Binding of HufH18–20/Fc to sialylated N. gonorrhoeae: effect of human-to-chimpanzee mutations in HufH domain 20. A, amino acid sequence comparison of human and chimpanzee fH domains 20 (fH20). Identical amino acid residues are denoted by dots. B, binding to sialylated gonococcal strains 252 and F62 by HufH18–20/Fc constructs that separately contained the indicated chimpanzee fH domain 20 point mutations relative to HufH18–20/Fc wild-type. The bar graph labeled Control contains no fusion proteins. In all bar graphs, the x axis represents each mutant, and the y axis represents the percentage of binding relative to WT using median fluorescence. Values represent the mean calculated from two or more independently performed experiments ± S.E.

FIGURE 3.

Binding of HufH18–19/ChfH20/Fc (HufH20 replaced by ChfH20) constructs to sialylated N. gonorrhoeae. Amino acid residues at positions 1203 and 1217 in ChfH20 were individually substituted by their human counterparts. In all graphs, the x axis represents fluorescence on a log₁₀ scale, and the y axis represents the number of events. The graph labeled HufH18–20/Fc serves as the positive control, and HufH18–19/ChfH20/Fc and Control, the latter containing no fusion proteins, serve as negative controls. One representative experiment of two independently performed experiments is shown.

FIGURE 4.

Heparin inhibits binding of HufH18–20/Fc to sialylated gonococci. Binding of HufH18–20/Fc to sialylated 252 (PorB.1A) and F62 (PorB.1B) strains was measured by flow cytometry in the presence of heparin (final concentrations of 100 or 400 units (u)/ml; denoted by the dashed line and shaded gray histograms, respectively). Binding of HufH18–20/Fc in the absence of heparin is indicated by the solid line and Control (no HufH18–20/Fc added) by the dotted line. The x axis represents fluorescence on a log₁₀ scale, and the y axis represents the number of events.
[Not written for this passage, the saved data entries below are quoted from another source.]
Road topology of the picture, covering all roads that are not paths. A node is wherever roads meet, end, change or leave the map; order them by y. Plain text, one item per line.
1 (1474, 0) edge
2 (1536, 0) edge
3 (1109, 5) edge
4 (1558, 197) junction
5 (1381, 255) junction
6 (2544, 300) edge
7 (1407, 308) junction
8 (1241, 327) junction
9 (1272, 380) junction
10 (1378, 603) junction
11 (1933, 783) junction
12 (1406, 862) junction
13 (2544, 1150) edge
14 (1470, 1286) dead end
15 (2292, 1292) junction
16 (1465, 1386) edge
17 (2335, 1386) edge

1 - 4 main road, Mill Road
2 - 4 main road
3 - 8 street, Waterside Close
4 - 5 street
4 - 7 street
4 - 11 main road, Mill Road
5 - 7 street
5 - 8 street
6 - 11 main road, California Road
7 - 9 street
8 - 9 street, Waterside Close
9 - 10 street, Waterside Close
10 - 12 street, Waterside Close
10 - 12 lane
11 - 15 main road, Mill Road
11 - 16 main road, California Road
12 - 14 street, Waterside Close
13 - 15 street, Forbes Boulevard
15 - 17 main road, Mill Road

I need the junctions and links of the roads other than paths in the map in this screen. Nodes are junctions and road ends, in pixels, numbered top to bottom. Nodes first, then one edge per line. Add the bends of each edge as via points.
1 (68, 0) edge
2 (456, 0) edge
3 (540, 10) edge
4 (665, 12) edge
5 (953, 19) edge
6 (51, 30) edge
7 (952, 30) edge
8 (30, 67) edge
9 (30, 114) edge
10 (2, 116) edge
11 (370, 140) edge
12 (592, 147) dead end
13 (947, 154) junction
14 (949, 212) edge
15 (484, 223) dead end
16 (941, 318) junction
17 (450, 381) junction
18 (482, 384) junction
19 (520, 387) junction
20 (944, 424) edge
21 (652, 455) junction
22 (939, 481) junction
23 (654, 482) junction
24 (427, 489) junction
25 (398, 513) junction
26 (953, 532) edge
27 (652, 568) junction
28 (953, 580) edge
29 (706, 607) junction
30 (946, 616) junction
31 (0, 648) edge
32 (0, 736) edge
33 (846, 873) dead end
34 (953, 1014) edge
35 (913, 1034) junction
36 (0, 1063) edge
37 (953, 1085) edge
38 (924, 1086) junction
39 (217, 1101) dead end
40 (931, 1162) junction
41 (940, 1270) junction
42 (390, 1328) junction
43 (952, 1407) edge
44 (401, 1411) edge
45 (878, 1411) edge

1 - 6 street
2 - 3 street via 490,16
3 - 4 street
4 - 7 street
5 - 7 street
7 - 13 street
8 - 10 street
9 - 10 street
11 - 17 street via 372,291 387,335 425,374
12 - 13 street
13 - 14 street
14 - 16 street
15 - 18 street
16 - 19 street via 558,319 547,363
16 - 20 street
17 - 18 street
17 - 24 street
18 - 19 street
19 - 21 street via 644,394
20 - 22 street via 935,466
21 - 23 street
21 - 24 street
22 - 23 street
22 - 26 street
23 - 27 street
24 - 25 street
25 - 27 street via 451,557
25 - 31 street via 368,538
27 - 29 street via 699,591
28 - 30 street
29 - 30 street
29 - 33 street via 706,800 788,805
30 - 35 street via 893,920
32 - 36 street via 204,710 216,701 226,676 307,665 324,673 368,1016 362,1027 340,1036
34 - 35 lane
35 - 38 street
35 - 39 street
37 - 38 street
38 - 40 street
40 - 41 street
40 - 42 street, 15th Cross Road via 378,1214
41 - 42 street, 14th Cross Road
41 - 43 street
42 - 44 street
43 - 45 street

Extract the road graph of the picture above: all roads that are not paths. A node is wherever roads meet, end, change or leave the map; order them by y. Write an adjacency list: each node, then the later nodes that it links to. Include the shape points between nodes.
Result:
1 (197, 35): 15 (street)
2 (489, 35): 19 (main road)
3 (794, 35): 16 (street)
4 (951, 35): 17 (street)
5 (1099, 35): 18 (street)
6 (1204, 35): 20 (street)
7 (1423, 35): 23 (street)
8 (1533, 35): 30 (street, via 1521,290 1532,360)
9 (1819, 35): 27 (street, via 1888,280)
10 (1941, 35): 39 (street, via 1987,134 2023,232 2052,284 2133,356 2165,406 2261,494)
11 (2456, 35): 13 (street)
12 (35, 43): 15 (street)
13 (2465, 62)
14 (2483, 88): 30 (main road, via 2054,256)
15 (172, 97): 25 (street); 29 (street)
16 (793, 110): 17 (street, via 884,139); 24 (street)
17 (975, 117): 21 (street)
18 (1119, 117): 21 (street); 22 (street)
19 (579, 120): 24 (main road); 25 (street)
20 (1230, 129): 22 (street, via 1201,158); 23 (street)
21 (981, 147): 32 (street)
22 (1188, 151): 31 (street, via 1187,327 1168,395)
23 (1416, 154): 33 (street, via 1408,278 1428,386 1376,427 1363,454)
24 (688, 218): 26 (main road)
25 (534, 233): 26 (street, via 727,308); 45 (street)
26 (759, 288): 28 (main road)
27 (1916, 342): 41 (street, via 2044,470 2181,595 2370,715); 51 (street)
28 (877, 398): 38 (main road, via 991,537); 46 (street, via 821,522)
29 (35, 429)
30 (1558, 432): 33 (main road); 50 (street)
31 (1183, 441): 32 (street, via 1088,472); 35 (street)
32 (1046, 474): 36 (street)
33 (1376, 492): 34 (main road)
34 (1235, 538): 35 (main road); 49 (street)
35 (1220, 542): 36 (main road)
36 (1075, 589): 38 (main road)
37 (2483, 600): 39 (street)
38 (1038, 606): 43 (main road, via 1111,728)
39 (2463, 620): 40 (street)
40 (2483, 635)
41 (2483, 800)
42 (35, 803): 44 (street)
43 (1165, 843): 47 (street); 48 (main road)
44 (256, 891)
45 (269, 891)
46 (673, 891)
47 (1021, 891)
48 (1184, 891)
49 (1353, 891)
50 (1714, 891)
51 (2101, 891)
One representative experiment of three independently performed experiments is shown.

FIGURE 5.

Comparison of the crystal structure of HufH domains 19–20 (31) (A) with a molecular model of fH domains 19–20 with the R1203N mutation (B). In both A and B, surface representation of charge is shown with colors; red indicates electronegative, and blue indicates electropositive regions (range from −3 to +3 kT/e). The site of the R1203N mutation is circled. The model (B) indicates that the effect of the R1203N mutation upon surface charge is limited to the immediate area surrounding the mutated residue, i.e. the encircled area only. Location of Thr-1217 is indicated in the model structure with a black arrow.

FIGURE 6.

Inhibition of binding of HufH to sialylated gonococci results in reversal of inhibition (killing) of N. gonorrhoeae by the alternative pathway of complement in NHS. Killing of sialylated gonococcal strains F62 (PorB.1B; left panel) and 252 (PorB.1A; right panel) in 10% NHS containing increasing amounts of HufH18–20/Fc or HufH18–20/Fc mutant proteins: HufH18–20/Fc (filled diamonds), HufH18–19/ChfH20 N1203R/Fc (open squares) and HufH18–20 R1203A/Fc (filled triangles). The x axis represents the concentration of purified recombinant HufH18–20/Fc proteins added to reaction mixtures that contained 10% NHS; the y axis indicates the percent (%) killing. The numbers in the box represent the molar ratio of recombinant fH domains 18–20/Fc to endogenous fH in NHS (10%) at different concentrations of the recombinant domains used. Results represent the mean killing calculated from three or more independently performed experiments ± S.E.